Huang Bai (Huang Bo or Cortex Phellodendri)

Huang Bai is also known as Huang Bo or Cortex Phellodendri and is the bark of Phellodendron. It first appeared in <Shennong Ben Cao Jing> in the late Western Han Dynasty (about 100 BC).

Phellodendron is a deciduous tree of the family Rutaceae. There are four species of this genus, which are native to East Asia. The Huang Bai referred to herein is the bark of Phellodendron chinense or Phellodendron amurense.

Phellodendron chinense and Phellodendron amurense are of great economic value. Phellodendron chinense often grows in forests above 900 meters above sea level. It is mainly distributed in Sichuan, Hubei, Guizhi, Yunnan, Jiangxi, and Zhejiang in China.

Phellodendron amurense is distributed in China, Japan, Korea, and Russia. It can be made into cork and plywood. Its fruit can be used as an insect repellent and dye, and its seeds can be made into soap and lubricating oil.

After the Qingming Festival, people peel off the bark of Phellodendron chinense or Phellodendron amurense, remove the rough skin inside, dry them in the sun, flatten them, cut them into slices, use them directly, or stir-fry them with saline water or carbonize them, and make them into Chinese herbs.

Huang Bai contains berberine, phellodendrine, magnoflorine, jatrorrhizine, palmatine, obaculactone, obakunone, 7-dehydrostigmasterol, β-sitosterol, and campesterol.

According to <Shennong Ben Cao Jing>, the medicinal property of Huang Bai is relatively cold, with a bitter taste. It has a certain therapeutic effect on the pathological changes of the kidney, bladder, and large intestine meridians.

In Chinese medicine, Huang Bai is often used to clear heat and dry dampness, reduce fire and remove toxin, treat acute bacillary dysentery, chronic bacillary dysentery, chronic colitis, prostatitis, bronchitis, impetigo, herpes zoster, pharyngitis, otitis media, and epidemic encephalomyelitis.

There are about 200 kinds of traditional Chinese medicine prescriptions containing Huang Bai, such as Zhi Bai Di Huang Wan, Huang Lian Shang Qing Wan, and Da Bu Yin Wan.
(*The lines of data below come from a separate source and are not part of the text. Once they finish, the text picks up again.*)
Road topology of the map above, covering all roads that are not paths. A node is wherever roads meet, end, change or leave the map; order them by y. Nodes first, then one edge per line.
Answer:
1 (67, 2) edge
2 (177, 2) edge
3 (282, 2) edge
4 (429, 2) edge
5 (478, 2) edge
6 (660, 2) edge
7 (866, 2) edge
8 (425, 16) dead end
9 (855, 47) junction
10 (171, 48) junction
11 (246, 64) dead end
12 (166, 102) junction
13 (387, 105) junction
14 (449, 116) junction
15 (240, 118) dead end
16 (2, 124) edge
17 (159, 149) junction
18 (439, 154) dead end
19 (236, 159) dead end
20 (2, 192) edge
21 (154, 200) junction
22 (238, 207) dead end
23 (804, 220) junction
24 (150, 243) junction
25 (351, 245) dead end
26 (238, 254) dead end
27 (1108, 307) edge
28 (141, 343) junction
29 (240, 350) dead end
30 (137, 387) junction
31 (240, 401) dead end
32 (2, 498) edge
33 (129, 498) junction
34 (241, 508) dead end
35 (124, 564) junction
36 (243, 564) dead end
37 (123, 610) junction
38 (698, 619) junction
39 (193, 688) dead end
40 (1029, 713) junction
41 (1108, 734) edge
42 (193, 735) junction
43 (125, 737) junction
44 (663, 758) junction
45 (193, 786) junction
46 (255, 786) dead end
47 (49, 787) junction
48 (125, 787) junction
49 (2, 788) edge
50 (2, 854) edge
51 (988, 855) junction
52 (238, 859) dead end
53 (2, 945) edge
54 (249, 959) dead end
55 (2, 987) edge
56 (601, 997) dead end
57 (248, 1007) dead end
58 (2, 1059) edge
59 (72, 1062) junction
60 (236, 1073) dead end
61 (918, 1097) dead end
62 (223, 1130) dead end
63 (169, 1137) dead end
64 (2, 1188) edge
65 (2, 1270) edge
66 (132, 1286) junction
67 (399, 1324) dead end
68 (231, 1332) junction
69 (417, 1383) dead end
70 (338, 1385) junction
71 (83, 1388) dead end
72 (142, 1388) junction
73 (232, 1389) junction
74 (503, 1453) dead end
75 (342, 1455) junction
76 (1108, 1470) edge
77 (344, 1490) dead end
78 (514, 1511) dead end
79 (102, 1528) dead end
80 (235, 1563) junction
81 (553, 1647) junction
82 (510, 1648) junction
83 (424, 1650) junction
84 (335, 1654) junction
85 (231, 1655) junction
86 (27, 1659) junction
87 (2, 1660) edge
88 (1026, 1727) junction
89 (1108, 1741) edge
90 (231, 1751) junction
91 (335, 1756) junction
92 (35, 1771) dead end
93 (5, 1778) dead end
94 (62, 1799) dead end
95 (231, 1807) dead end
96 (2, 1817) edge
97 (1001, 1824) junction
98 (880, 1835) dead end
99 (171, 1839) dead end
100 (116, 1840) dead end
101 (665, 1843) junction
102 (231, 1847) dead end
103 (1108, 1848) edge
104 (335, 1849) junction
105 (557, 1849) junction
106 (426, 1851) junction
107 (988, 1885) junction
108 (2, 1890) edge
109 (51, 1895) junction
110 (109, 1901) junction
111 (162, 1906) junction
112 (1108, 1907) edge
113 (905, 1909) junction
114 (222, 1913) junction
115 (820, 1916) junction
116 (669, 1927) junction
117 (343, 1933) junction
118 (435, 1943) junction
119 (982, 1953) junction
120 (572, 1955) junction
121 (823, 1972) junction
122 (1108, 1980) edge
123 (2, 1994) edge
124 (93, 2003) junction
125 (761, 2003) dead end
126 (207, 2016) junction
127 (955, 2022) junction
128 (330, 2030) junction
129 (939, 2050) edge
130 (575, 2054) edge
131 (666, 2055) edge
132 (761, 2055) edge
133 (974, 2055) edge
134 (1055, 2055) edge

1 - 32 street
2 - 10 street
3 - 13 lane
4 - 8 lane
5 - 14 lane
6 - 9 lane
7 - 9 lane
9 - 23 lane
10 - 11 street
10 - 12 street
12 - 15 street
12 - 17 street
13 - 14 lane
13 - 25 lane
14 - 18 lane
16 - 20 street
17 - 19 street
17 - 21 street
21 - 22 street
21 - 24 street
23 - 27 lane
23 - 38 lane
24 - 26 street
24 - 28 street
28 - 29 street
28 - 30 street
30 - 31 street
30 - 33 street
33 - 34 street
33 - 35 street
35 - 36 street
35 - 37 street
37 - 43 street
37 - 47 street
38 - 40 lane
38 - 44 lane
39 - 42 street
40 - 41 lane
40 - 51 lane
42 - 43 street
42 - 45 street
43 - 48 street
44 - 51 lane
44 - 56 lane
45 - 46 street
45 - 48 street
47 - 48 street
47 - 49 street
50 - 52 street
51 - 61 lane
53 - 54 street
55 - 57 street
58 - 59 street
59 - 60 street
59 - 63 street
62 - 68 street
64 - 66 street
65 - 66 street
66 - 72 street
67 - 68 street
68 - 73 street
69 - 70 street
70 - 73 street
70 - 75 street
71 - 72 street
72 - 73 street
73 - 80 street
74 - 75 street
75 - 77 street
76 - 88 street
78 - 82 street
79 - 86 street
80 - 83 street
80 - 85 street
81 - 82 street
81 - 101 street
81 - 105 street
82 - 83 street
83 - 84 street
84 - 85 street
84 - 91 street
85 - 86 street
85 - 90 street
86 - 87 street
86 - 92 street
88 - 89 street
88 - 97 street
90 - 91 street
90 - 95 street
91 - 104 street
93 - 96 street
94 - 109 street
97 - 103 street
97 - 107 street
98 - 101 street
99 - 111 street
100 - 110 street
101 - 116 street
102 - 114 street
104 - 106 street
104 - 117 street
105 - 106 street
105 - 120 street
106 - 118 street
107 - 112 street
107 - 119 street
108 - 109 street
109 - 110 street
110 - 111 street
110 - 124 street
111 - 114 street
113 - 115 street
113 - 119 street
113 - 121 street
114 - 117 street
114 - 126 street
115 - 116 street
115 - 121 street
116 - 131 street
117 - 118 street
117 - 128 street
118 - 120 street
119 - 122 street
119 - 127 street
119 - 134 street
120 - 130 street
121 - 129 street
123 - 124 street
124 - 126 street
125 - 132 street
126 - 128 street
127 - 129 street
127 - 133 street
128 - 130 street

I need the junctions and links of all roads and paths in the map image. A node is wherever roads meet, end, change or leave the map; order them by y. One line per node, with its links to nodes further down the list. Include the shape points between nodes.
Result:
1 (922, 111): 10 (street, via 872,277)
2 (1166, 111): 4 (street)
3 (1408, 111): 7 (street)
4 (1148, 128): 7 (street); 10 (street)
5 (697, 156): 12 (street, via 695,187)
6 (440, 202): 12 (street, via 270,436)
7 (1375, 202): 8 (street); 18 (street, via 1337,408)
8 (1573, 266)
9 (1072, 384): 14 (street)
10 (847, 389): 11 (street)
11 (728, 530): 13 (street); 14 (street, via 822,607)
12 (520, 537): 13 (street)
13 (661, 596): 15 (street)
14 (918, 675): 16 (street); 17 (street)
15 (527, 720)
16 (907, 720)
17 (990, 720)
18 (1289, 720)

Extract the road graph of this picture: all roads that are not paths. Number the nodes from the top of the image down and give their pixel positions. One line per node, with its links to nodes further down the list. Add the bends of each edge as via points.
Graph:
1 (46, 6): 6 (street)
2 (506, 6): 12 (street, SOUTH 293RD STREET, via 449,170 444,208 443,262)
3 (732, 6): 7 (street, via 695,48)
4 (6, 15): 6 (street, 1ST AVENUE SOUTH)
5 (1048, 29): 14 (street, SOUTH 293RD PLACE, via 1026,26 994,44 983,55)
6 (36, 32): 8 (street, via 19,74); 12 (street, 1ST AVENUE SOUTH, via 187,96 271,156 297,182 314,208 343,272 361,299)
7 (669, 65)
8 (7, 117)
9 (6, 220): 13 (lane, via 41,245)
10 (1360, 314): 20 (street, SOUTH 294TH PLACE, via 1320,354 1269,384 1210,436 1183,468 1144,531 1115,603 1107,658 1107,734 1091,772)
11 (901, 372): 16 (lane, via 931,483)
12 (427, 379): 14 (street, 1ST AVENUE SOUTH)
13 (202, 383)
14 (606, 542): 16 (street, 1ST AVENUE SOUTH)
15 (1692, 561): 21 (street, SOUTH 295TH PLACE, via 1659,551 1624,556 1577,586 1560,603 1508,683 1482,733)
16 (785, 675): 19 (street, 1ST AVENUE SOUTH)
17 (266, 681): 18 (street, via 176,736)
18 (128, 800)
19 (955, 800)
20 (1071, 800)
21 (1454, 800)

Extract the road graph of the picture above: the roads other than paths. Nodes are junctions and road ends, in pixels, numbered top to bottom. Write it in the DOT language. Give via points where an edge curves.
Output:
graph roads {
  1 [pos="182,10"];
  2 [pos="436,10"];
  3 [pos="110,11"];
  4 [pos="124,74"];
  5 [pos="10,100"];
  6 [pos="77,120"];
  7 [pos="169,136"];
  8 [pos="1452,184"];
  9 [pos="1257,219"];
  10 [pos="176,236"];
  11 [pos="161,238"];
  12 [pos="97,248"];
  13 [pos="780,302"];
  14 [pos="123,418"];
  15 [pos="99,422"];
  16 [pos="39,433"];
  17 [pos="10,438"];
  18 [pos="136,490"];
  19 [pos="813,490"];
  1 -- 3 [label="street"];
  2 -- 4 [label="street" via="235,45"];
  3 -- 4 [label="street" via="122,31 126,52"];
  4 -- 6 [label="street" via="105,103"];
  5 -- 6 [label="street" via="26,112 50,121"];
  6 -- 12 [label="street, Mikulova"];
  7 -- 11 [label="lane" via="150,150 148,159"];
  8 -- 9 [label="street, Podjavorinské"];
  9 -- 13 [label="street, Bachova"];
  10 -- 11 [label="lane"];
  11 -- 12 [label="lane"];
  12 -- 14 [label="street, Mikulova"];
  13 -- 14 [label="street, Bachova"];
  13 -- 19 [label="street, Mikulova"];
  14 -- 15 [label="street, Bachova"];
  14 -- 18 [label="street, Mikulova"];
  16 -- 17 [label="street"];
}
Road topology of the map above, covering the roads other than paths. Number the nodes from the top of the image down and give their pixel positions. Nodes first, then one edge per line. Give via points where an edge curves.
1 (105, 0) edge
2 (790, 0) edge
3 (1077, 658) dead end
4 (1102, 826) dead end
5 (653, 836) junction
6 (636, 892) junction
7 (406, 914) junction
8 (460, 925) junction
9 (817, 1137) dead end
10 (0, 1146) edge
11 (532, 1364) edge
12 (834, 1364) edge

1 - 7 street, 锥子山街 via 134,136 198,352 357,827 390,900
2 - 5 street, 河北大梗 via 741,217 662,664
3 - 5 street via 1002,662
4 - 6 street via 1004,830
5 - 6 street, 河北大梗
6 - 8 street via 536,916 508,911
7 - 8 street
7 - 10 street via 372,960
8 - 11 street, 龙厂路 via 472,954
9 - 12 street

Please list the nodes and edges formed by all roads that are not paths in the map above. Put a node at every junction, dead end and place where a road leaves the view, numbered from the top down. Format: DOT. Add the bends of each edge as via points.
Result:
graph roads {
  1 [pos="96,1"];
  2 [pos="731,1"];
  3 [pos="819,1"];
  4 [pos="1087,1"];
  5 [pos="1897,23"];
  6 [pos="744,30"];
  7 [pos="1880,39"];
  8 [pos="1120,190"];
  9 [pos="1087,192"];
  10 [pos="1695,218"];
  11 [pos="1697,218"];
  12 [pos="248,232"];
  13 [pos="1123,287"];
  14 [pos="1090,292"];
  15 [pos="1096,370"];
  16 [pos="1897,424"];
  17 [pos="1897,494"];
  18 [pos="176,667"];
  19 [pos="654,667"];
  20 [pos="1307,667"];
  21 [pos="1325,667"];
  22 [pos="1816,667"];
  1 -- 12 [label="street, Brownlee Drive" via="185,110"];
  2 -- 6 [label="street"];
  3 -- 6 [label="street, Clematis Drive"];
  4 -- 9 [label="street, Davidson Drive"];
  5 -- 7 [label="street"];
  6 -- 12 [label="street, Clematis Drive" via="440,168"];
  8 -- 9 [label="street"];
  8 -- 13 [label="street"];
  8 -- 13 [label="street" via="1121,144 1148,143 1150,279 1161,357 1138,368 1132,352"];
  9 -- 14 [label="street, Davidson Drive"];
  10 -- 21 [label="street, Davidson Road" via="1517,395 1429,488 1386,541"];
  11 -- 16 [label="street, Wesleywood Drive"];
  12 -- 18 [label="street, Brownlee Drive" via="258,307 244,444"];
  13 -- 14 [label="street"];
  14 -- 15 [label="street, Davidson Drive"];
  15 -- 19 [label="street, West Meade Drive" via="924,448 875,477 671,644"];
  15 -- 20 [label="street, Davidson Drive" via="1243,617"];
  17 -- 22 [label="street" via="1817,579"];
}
Health benefits of Huang Bai

  • Inhibiting skin fungi, leptospira, and hepatitis B virus.
  • Lowering blood pressure and blood sugar, and promoting antibody production.
  • Inhibiting the central nervous system and having sedative and antitussive effects.
  • Relaxing muscles and inhibiting gastric ulcers induced by ethanol or aspirin.
  • Clearing damp-heat in lower energizer, treating abnormal leucorrhea, frequent urination, urgent urination, turbid urine, short urine, and urinary pain caused by the downward flow of damp-heat.
  • Clearing damp-heat in the large intestine, treating jaundice and diarrhea caused by damp-heat.
  • Treating beriberi, muscle weakness, muscle atroingphy, and flaccid paralysis caused by damp-heat.
  • Nourishing yin and clearing heat, treating hot flashes, night sweats, and spermatorrhea caused by the flaming of fire from yin deficiency.
  • Purging toxic heat and treating eczema, skin ulcers, and abscesses.
  • Inhibiting dysentery bacilli, typhoid bacilli, tuberculosis bacilli, Staphylococcus aureus, hemolytic streptococcus, Vibrio cholerae, and Bacillus anthracis.
  • It contains jatrorrhizine, which can positive muscle strength and anti-arrhythmia.

Huang Bai is used with other Chinese herbs

Side effects of Huang Bai

Huang Bai has been used clinically for many years, with few side effects. Excessive use of it may cause loss of appetite or diarrhea.

A small number of people taking it may cause skin allergies.

Precautions of Huang Bai

  • The dosage of Huang Bai should be controlled between 3-12g.
  • It can be made into decoction or ground into powder for external use.
  • People with poor appetite or loose stools should not take it.
  • People with deficiency-cold in spleen and stomach should not take it.
  • Pregnant and lactating women should not take it.